Metal-organic frameworks activate the cGAS-STING pathway for cancer immunotherapy.

Despite the major breakthroughs in immunotherapy, a substantial number of cancer patients continue to confront problems such as low response rates, which restrict the overall effectiveness of existing treatments. There is an urgent necessity to combine advanced biomedical advancements with conventional therapies to improve treatment results. The activation of the cyclic GMP-AMP synthase (cGAS) and stimulator of interferon genes (STING) pathway has become a viable technique to elicit innate immune responses against tumors, attracting significant interest as a novel target in cancer therapy. However, STING agonists face significant challenges in clinical application due to complications related to transport efficiency, degradation, and bioavailability.
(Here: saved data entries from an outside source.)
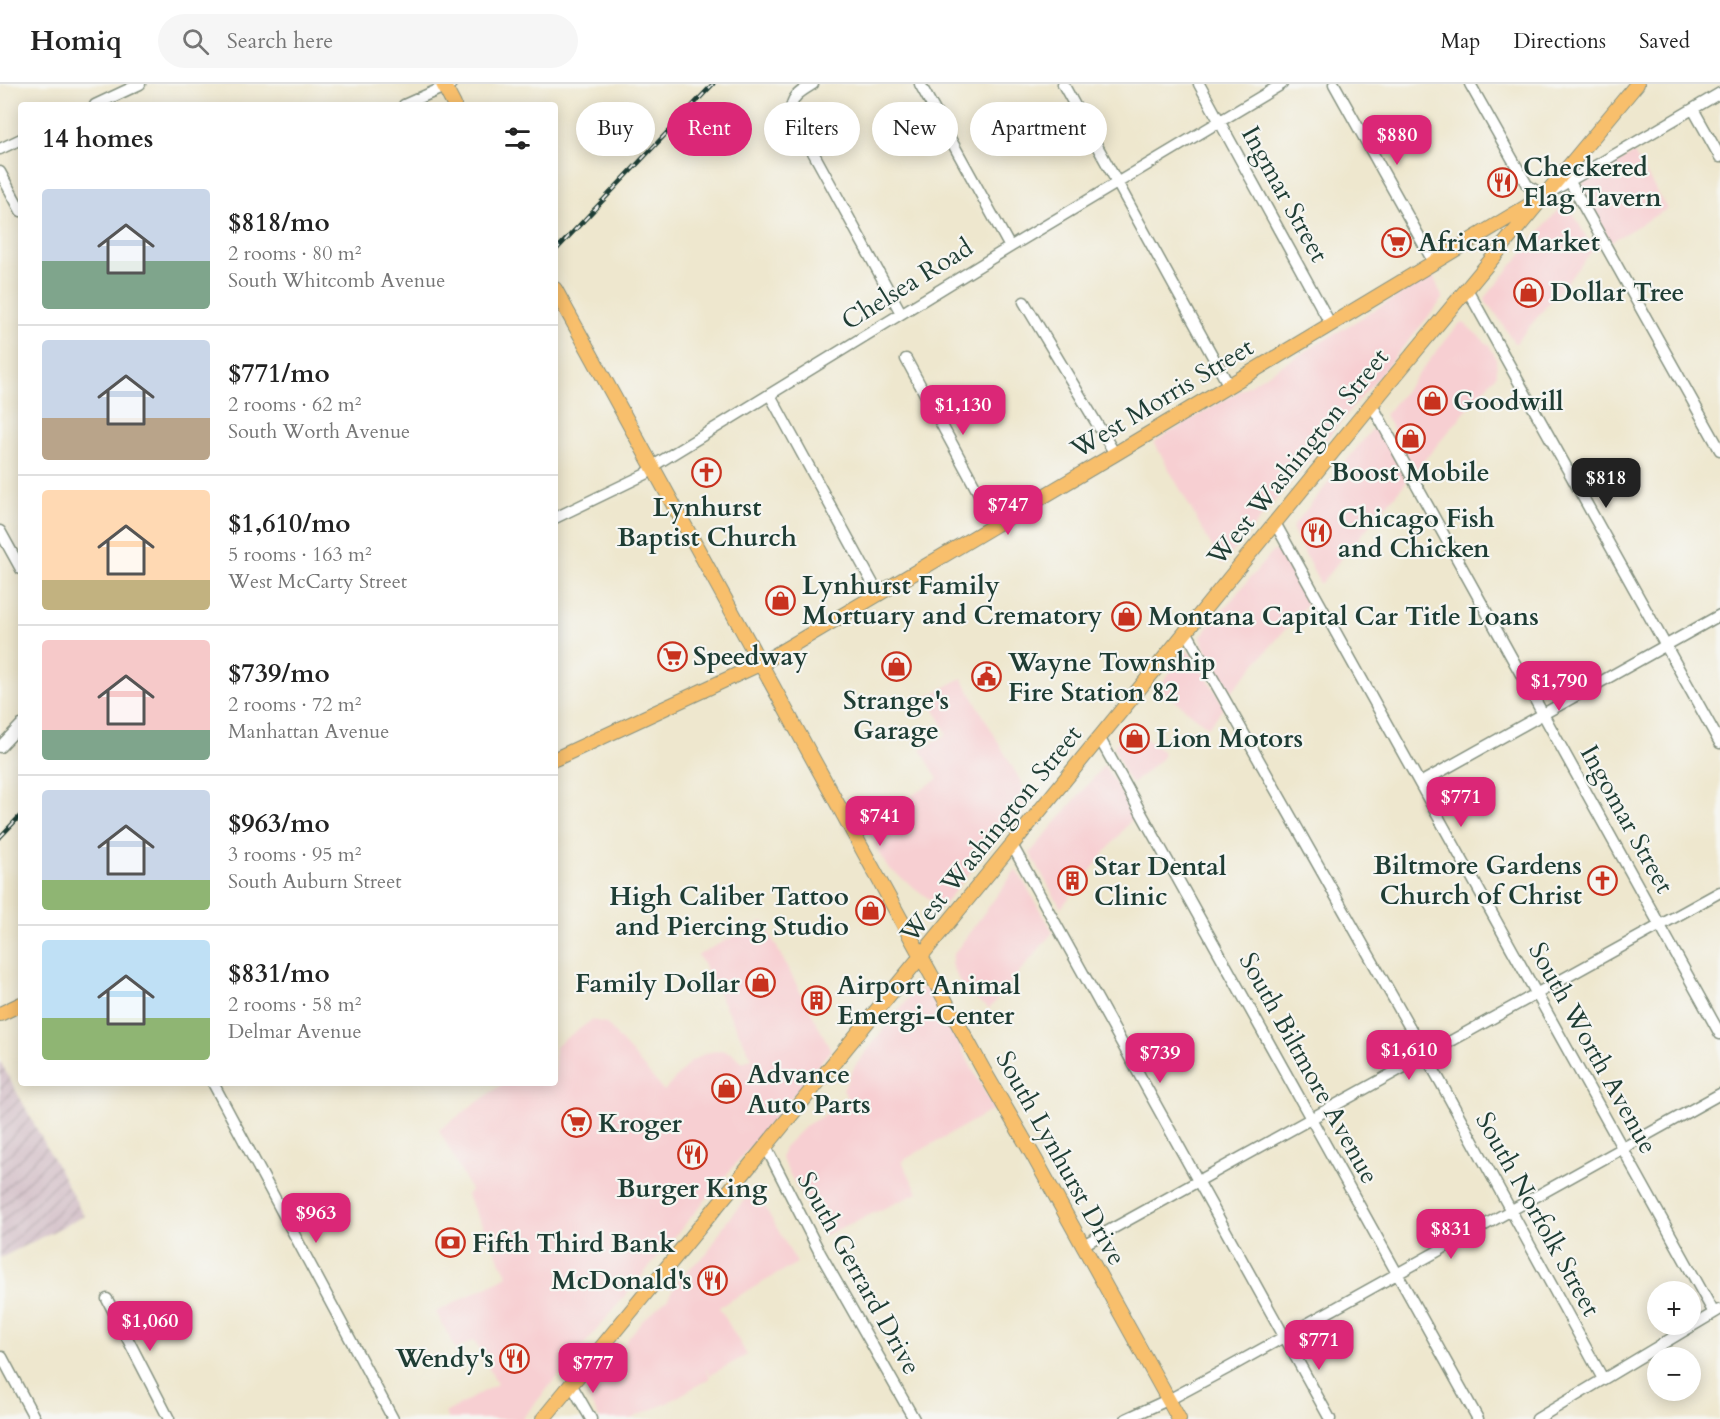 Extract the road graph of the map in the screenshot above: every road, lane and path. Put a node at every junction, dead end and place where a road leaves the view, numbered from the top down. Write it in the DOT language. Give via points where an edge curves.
graph roads {
  1 [pos="140,84"];
  2 [pos="813,84"];
  3 [pos="920,84"];
  4 [pos="1063,84"];
  5 [pos="1199,84"];
  6 [pos="1282,84"];
  7 [pos="1334,84"];
  8 [pos="1470,84"];
  9 [pos="1637,84"];
  10 [pos="446,85"];
  11 [pos="1720,93"];
  12 [pos="101,102"];
  13 [pos="410,102"];
  14 [pos="453,102"];
  15 [pos="1693,109"];
  16 [pos="1220,121"];
  17 [pos="18,140"];
  18 [pos="0,149"];
  19 [pos="1720,157"];
  20 [pos="0,172"];
  21 [pos="1570,182"];
  22 [pos="1117,183"];
  23 [pos="1544,196"];
  24 [pos="18,205"];
  25 [pos="1010,247"];
  26 [pos="1434,263"];
  27 [pos="1467,289"];
  28 [pos="558,294"];
  29 [pos="1024,302"];
  30 [pos="901,313"];
  31 [pos="1331,325"];
  32 [pos="906,359"];
  33 [pos="1228,386"];
  34 [pos="770,395"];
  35 [pos="1372,405"];
  36 [pos="1720,450"];
  37 [pos="1115,454"];
  38 [pos="653,466"];
  39 [pos="558,517"];
  40 [pos="1275,523"];
  41 [pos="996,525"];
  42 [pos="0,531"];
  43 [pos="18,564"];
  44 [pos="879,595"];
  45 [pos="1720,615"];
  46 [pos="1186,632"];
  47 [pos="1666,645"];
  48 [pos="762,663"];
  49 [pos="1544,714"];
  50 [pos="18,728"];
  51 [pos="1100,739"];
  52 [pos="1720,743"];
  53 [pos="0,747"];
  54 [pos="558,758"];
  55 [pos="1420,783"];
  56 [pos="1012,845"];
  57 [pos="1720,892"];
  58 [pos="1660,926"];
  59 [pos="922,956"];
  60 [pos="1537,994"];
  61 [pos="18,1005"];
  62 [pos="0,1014"];
  63 [pos="1720,1034"];
  64 [pos="1425,1056"];
  65 [pos="215,1086"];
  66 [pos="1720,1094"];
  67 [pos="1312,1119"];
  68 [pos="766,1147"];
  69 [pos="1623,1148"];
  70 [pos="1198,1182"];
  71 [pos="1510,1211"];
  72 [pos="1083,1245"];
  73 [pos="1397,1274"];
  74 [pos="107,1299"];
  75 [pos="1717,1311"];
  76 [pos="1284,1337"];
  77 [pos="1,1358"];
  78 [pos="1603,1379"];
  79 [pos="571,1384"];
  80 [pos="1168,1400"];
  81 [pos="35,1419"];
  82 [pos="169,1419"];
  83 [pos="393,1419"];
  84 [pos="543,1419"];
  85 [pos="591,1419"];
  86 [pos="914,1419"];
  87 [pos="1126,1419"];
  88 [pos="1179,1419"];
  89 [pos="1329,1419"];
  90 [pos="1478,1419"];
  91 [pos="1537,1419"];
  1 -- 12 [label="street"];
  2 -- 30 [label="street" via="795,95 791,112"];
  3 -- 25 [label="street"];
  4 -- 22 [label="street"];
  5 -- 16 [label="street, Ingmar Street"];
  6 -- 16 [label="street, Chelsea Road"];
  7 -- 26 [label="street"];
  8 -- 23 [label="street" via="1527,185"];
  9 -- 23 [label="main road, West Washington Street"];
  10 -- 13 [label="street"];
  10 -- 14 [label="main road"];
  11 -- 15 [label="street, West Morris Street"];
  15 -- 19 [label="street"];
  15 -- 21 [label="street, West Morris Street"];
  16 -- 22 [label="street, Chelsea Road"];
  16 -- 31 [label="street, Ingmar Street"];
  17 -- 18 [label="street"];
  20 -- 24 [label="street"];
  21 -- 23 [label="street, West Morris Street"];
  21 -- 36 [label="street"];
  22 -- 25 [label="street, Chelsea Road"];
  22 -- 33 [label="street"];
  23 -- 26 [label="main road, West Morris Street"];
  23 -- 27 [label="main road, West Washington Street"];
  25 -- 30 [label="street, Chelsea Road"];
  26 -- 31 [label="main road, West Morris Street"];
  27 -- 35 [label="main road, West Washington Street"];
  27 -- 47 [label="street"];
  28 -- 38 [label="main road, South Lynhurst Drive"];
  29 -- 37 [label="street"];
  30 -- 34 [label="street, Chelsea Road"];
  31 -- 33 [label="main road, West Morris Street"];
  32 -- 41 [label="street"];
  33 -- 37 [label="main road, West Morris Street"];
  34 -- 38 [label="street, Chelsea Road"];
  34 -- 44 [label="street"];
  35 -- 40 [label="main road, West Washington Street"];
  35 -- 49 [label="street, Ingomar Street"];
  37 -- 41 [label="main road, West Morris Street"];
  38 -- 39 [label="street, Chelsea Road" via="646,474"];
  38 -- 48 [label="main road, South Lynhurst Drive"];
  40 -- 46 [label="main road, West Washington Street"];
  40 -- 55 [label="street, South Worth Avenue"];
  41 -- 44 [label="main road, West Morris Street"];
  42 -- 43 [label="street"];
  44 -- 48 [label="main road, West Morris Street"];
  45 -- 47 [label="street"];
  46 -- 51 [label="main road, West Washington Street"];
  46 -- 64 [label="street, South Norfolk Street"];
  47 -- 49 [label="street"];
  47 -- 52 [label="street"];
  48 -- 54 [label="main road, West Morris Street"];
  48 -- 59 [label="main road, South Lynhurst Drive"];
  49 -- 55 [label="street"];
  49 -- 58 [label="street, Ingomar Street"];
  50 -- 53 [label="street"];
  51 -- 56 [label="main road, West Washington Street"];
  51 -- 67 [label="street, South Biltmore Avenue"];
  55 -- 60 [label="street, South Worth Avenue"];
  56 -- 59 [label="main road, West Washington Street"];
  56 -- 70 [label="street"];
  57 -- 58 [label="street"];
  58 -- 60 [label="street"];
  58 -- 63 [label="street, Ingomar Street"];
  59 -- 68 [label="main road, West Washington Street"];
  59 -- 72 [label="main road, South Lynhurst Drive"];
  60 -- 64 [label="street"];
  60 -- 69 [label="street, South Worth Avenue"];
  61 -- 62 [label="main road"];
  64 -- 67 [label="street"];
  64 -- 71 [label="street, South Norfolk Street"];
  65 -- 83 [label="street"];
  66 -- 69 [label="street"];
  67 -- 70 [label="street"];
  67 -- 73 [label="street, South Biltmore Avenue"];
  68 -- 79 [label="main road, West Washington Street"];
  68 -- 86 [label="street, South Gerrard Drive" via="820,1253"];
  69 -- 71 [label="street"];
  69 -- 75 [label="street, South Worth Avenue"];
  70 -- 72 [label="street"];
  70 -- 76 [label="street"];
  71 -- 73 [label="street"];
  71 -- 78 [label="street, South Norfolk Street"];
  72 -- 80 [label="main road, South Lynhurst Drive"];
  73 -- 76 [label="street"];
  73 -- 90 [label="street, South Biltmore Avenue"];
  74 -- 82 [label="street"];
  75 -- 78 [label="street"];
  76 -- 80 [label="street"];
  76 -- 89 [label="street"];
  77 -- 81 [label="street"];
  78 -- 91 [label="street"];
  79 -- 84 [label="main road, West Washington Street"];
  79 -- 85 [label="street"];
  80 -- 87 [label="street"];
  80 -- 88 [label="main road, South Lynhurst Drive"];
}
Recent breakthroughs in nanotechnology have facilitated the invention of metal-organic frameworks (MOFs) as adaptable platforms for cancer immunotherapy, utilizing their distinctive characteristics, including large surface area, adjustable porosity, and improved permeability. This review systematically investigates current advancements in the usage of MOFs for altering the cGAS-STING pathway, highlighting their promise as adaptable platforms for agonist administration or direct activation in tumor immunotherapy. Additionally, this review focuses on the use of MOFs as carriers or agonists, integrated with multimodal strategies to potentiate anticancer immune responses via the cGAS-STING pathway. The discussion concludes with an examination of the challenges and future directions for MOFs in boosting immunotherapy through the stimulation of the cGAS-STING pathway.